TASK ▸ Every entry below is to be copied word for word, with its pictures removed.

GIVEN DATA ▸
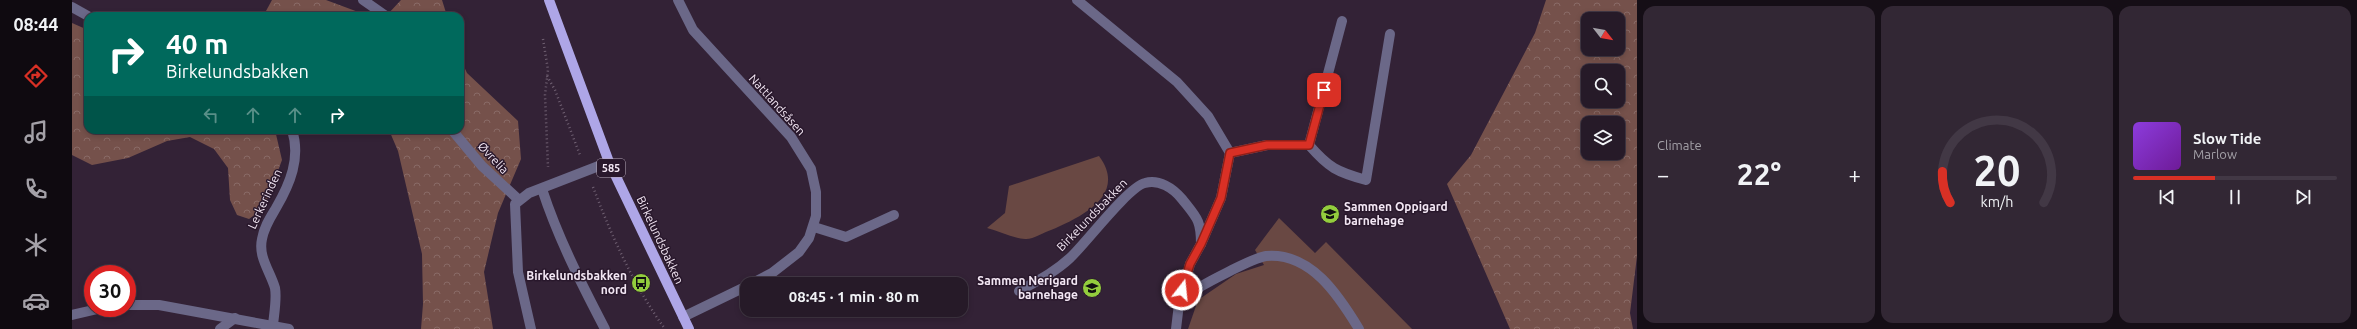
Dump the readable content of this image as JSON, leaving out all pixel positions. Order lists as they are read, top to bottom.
{
  "streets": {
    "main road": ["585", "Birkelundsbakken"],
    "street": ["Nattlandsåsen", "Øvrelia", "Lerkerinden"]
  },
  "places": {
    "school or university": ["Sammen Oppigard barnehage", "Sammen Nerigard barnehage"],
    "bus stop": ["Birkelundsbakken nord"]
  },
  "north": "bottom right",
  "page": {
    "tabs": "08:44",
    "tile": "Climate",
    "turn": ["40 m", "Birkelundsbakken"],
    "song": ["Slow Tide", "Marlow"],
    "heat": ["−", "22°", "+"],
    "limit": "30",
    "trip": "08:45 · 1 min · 80 m",
    "gauge": ["20", "km/h"]
  }
}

RESULT ▸
Dump the readable content of this image as JSON, leaving out all pixel positions. Order lists as they are read, top to bottom.
{
  "streets": {
    "main road": ["585", "Birkelundsbakken"],
    "street": ["Nattlandsåsen", "Øvrelia", "Lerkerinden"]
  },
  "places": {
    "school or university": ["Sammen Oppigard barnehage", "Sammen Nerigard barnehage"],
    "bus stop": ["Birkelundsbakken nord"]
  },
  "north": "bottom right",
  "page": {
    "tabs": "08:44",
    "tile": "Climate",
    "turn": ["40 m", "Birkelundsbakken"],
    "song": ["Slow Tide", "Marlow"],
    "heat": ["−", "22°", "+"],
    "limit": "30",
    "trip": "08:45 · 1 min · 80 m",
    "gauge": ["20", "km/h"]
  }
}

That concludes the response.